- WHAT IS EXPECTED -
Copy every line from the records below that carries the word "linecap".
++++ RECORDS SUPPLIED
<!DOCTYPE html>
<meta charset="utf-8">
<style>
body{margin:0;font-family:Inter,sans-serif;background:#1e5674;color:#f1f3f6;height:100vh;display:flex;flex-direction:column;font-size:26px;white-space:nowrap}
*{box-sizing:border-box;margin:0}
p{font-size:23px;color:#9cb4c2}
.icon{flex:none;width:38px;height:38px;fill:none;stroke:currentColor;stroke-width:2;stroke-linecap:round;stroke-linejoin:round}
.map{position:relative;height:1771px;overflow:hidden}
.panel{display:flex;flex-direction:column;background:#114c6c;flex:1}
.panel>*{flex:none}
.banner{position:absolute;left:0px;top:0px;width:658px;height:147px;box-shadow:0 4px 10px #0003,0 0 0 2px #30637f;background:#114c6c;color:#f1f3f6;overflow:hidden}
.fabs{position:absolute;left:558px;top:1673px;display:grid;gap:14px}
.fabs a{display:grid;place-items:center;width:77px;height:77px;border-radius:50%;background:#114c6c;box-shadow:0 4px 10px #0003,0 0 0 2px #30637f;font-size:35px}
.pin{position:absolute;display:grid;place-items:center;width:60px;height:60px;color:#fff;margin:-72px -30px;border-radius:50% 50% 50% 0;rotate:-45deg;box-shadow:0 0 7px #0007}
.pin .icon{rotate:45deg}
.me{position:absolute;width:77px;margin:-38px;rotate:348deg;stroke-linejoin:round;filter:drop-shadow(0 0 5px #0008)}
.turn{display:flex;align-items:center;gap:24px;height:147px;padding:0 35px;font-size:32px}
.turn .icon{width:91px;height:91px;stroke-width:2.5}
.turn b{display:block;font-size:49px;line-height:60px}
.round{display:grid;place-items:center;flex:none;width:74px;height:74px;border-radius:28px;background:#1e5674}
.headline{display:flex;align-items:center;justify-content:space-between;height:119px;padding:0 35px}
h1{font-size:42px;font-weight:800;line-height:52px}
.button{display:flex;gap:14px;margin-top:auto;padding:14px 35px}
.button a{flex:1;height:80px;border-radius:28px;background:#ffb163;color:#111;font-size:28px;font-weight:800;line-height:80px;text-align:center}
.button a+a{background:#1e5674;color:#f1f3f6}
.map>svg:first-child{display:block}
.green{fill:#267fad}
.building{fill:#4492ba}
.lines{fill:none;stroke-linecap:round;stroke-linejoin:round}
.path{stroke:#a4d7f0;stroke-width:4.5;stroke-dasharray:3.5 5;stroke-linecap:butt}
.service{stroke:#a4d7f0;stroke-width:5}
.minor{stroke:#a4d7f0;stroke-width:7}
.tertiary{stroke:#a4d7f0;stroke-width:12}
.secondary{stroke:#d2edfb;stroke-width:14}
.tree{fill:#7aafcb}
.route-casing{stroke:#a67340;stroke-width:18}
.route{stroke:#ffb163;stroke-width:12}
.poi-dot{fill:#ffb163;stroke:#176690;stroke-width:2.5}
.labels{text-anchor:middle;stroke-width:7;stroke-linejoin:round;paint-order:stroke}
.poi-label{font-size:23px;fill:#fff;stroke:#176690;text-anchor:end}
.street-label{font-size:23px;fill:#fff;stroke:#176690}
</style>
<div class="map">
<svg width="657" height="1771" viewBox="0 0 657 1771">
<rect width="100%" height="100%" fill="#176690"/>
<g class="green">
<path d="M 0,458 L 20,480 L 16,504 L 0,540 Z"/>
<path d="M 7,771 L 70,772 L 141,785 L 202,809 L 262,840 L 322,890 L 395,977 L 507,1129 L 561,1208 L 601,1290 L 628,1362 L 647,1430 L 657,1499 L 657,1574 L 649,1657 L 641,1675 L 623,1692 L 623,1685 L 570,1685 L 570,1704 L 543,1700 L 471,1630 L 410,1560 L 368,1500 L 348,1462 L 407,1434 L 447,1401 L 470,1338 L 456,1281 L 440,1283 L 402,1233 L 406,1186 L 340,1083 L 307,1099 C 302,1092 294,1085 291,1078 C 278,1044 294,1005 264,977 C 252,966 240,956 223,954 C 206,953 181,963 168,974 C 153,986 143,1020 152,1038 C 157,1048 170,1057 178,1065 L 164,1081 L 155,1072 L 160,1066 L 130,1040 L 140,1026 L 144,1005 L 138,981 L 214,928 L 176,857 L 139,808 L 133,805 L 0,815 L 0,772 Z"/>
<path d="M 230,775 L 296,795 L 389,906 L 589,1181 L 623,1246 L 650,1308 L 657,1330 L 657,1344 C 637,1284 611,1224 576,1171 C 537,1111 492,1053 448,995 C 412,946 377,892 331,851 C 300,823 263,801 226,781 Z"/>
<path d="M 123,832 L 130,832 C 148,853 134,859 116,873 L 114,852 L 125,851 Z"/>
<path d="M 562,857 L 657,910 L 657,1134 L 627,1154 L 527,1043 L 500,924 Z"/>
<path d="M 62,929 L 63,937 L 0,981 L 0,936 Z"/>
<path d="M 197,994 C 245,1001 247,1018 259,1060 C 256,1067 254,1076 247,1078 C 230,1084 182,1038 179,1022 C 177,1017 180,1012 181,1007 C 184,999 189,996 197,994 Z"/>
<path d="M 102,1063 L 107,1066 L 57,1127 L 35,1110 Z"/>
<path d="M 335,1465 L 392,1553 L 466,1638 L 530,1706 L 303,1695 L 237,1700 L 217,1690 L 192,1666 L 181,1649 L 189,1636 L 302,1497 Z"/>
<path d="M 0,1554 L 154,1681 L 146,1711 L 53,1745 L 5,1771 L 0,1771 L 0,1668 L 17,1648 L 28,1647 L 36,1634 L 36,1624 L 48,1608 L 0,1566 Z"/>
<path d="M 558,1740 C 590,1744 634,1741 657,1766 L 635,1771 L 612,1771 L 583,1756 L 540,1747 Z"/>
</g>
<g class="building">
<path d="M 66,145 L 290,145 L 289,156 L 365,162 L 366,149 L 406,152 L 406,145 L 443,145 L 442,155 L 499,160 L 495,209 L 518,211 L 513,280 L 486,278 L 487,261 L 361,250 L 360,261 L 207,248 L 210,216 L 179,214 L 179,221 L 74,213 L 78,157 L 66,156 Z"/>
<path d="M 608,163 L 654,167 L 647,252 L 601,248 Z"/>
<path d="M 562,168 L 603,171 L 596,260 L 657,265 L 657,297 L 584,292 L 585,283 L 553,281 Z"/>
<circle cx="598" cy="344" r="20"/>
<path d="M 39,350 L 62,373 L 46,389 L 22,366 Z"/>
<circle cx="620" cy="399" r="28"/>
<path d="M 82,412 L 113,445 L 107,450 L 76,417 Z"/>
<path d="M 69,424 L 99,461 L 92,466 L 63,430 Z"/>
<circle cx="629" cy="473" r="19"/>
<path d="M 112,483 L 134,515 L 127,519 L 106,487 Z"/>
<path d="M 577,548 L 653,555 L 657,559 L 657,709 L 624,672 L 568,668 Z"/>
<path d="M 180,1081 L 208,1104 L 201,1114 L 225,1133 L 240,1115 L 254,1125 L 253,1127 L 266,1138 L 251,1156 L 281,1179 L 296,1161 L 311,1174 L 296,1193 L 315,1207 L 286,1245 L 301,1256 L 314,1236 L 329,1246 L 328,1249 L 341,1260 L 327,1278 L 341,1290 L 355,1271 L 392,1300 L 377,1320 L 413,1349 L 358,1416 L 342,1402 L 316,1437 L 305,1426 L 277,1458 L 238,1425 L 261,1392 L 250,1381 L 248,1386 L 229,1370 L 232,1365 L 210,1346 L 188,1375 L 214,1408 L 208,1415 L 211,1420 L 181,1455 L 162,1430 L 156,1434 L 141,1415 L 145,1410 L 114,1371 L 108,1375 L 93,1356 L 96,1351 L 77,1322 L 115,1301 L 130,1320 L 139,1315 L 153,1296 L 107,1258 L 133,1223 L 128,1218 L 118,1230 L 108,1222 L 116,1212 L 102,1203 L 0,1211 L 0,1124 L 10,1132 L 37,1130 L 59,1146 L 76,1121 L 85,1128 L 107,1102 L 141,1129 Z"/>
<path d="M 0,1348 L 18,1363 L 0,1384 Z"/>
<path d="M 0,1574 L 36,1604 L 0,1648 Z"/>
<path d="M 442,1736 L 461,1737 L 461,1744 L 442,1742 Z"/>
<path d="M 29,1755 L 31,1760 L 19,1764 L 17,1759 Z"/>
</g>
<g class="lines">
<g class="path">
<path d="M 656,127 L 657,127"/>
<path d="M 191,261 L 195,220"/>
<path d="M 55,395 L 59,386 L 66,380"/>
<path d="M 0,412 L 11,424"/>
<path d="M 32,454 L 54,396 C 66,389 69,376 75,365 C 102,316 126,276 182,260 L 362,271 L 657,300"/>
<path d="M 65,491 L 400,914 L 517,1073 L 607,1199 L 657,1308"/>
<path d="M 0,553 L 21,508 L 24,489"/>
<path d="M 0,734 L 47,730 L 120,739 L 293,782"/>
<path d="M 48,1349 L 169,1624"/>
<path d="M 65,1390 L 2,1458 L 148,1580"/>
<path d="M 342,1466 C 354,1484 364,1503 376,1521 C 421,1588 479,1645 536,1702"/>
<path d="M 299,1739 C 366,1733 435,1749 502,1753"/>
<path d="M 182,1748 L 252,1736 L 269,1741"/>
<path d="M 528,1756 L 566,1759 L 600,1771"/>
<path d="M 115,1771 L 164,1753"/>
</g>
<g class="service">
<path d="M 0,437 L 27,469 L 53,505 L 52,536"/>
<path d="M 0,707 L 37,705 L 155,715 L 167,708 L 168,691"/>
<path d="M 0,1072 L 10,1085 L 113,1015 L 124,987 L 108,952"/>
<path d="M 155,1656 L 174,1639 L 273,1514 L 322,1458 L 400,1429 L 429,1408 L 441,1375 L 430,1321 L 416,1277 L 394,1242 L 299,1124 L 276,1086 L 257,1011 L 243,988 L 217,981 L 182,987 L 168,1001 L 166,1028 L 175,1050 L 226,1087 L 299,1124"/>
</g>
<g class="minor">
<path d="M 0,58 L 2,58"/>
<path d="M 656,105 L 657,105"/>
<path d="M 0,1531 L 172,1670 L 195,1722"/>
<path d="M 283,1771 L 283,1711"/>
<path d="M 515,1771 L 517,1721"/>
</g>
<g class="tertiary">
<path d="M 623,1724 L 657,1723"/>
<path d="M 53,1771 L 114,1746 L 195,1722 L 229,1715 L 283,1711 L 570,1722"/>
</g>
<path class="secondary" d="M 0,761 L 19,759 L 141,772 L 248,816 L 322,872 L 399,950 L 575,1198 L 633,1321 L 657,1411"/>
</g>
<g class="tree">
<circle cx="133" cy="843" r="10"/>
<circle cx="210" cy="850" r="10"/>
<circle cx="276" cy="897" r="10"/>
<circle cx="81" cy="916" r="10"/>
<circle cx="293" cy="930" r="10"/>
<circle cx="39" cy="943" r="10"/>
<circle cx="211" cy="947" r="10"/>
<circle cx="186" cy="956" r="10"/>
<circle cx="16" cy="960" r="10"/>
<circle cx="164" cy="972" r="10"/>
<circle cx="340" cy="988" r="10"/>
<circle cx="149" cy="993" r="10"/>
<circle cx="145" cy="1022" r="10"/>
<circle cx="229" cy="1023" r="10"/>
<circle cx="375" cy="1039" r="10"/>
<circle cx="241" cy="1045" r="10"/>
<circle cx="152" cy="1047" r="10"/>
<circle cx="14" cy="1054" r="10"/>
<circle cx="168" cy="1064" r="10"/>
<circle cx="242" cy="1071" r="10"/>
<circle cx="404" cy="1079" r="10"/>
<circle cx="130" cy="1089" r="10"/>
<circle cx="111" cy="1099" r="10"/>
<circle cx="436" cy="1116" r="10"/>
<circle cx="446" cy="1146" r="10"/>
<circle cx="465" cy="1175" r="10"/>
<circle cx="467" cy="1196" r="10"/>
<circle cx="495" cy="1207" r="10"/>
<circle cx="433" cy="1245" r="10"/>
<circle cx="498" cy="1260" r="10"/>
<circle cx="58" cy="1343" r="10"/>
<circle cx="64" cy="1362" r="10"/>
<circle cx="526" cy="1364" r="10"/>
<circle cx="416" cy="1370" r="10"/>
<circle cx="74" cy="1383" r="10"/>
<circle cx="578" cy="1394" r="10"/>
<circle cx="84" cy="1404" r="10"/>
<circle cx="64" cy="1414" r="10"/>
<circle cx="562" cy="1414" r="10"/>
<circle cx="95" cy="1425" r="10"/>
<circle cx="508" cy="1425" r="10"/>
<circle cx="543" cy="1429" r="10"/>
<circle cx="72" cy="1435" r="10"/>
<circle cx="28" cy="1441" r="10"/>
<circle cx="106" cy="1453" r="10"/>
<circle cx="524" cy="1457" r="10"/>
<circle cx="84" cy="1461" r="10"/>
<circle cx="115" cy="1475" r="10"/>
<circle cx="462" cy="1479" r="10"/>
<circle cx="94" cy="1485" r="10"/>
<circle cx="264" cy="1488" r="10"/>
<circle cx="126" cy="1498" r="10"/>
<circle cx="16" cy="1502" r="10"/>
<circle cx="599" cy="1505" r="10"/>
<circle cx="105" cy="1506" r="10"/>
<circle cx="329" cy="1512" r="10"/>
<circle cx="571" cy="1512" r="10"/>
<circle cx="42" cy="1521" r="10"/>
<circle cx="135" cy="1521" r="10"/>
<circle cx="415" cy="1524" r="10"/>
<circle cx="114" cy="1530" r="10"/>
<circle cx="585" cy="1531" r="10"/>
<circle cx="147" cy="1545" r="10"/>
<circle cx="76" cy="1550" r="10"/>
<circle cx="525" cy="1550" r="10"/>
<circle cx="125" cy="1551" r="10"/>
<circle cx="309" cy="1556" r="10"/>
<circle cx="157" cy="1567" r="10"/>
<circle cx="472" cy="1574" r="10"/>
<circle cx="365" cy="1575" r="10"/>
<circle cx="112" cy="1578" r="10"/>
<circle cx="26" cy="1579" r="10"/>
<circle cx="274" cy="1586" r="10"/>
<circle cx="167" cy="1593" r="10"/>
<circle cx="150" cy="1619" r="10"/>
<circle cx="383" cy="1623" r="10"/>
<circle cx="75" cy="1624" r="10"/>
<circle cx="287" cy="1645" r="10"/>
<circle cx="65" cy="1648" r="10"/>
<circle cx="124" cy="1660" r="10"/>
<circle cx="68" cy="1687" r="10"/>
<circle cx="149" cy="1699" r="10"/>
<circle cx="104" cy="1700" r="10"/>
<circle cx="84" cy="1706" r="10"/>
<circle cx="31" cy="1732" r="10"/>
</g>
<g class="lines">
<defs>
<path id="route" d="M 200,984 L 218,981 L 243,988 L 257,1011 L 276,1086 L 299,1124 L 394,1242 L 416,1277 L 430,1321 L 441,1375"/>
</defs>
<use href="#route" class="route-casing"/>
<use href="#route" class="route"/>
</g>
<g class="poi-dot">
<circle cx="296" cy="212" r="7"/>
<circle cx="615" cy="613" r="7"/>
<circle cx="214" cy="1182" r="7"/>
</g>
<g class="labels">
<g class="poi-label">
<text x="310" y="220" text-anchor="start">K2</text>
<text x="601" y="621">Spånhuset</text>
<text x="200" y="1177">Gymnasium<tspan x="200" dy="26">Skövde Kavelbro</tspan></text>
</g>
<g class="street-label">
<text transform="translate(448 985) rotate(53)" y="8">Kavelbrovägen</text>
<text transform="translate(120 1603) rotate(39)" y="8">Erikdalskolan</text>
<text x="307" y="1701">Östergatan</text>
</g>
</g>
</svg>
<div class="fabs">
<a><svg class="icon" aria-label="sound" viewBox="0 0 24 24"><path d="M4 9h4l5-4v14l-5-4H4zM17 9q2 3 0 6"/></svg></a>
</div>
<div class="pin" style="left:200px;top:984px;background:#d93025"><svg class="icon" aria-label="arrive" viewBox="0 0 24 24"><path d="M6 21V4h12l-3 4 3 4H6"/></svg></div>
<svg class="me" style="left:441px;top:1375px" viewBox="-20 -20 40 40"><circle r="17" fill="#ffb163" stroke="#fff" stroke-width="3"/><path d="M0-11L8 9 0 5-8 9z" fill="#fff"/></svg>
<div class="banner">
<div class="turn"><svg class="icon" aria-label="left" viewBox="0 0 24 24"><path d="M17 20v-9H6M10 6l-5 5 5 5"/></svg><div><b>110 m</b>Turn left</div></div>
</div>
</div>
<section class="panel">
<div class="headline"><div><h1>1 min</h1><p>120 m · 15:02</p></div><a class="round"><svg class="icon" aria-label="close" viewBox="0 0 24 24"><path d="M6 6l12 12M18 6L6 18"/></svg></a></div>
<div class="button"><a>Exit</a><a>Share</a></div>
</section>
++++++++
- THE COMPLETED TASK -
.icon{flex:none;width:38px;height:38px;fill:none;stroke:currentColor;stroke-width:2;stroke-linecap:round;stroke-linejoin:round}
.lines{fill:none;stroke-linecap:round;stroke-linejoin:round}
.path{stroke:#a4d7f0;stroke-width:4.5;stroke-dasharray:3.5 5;stroke-linecap:butt}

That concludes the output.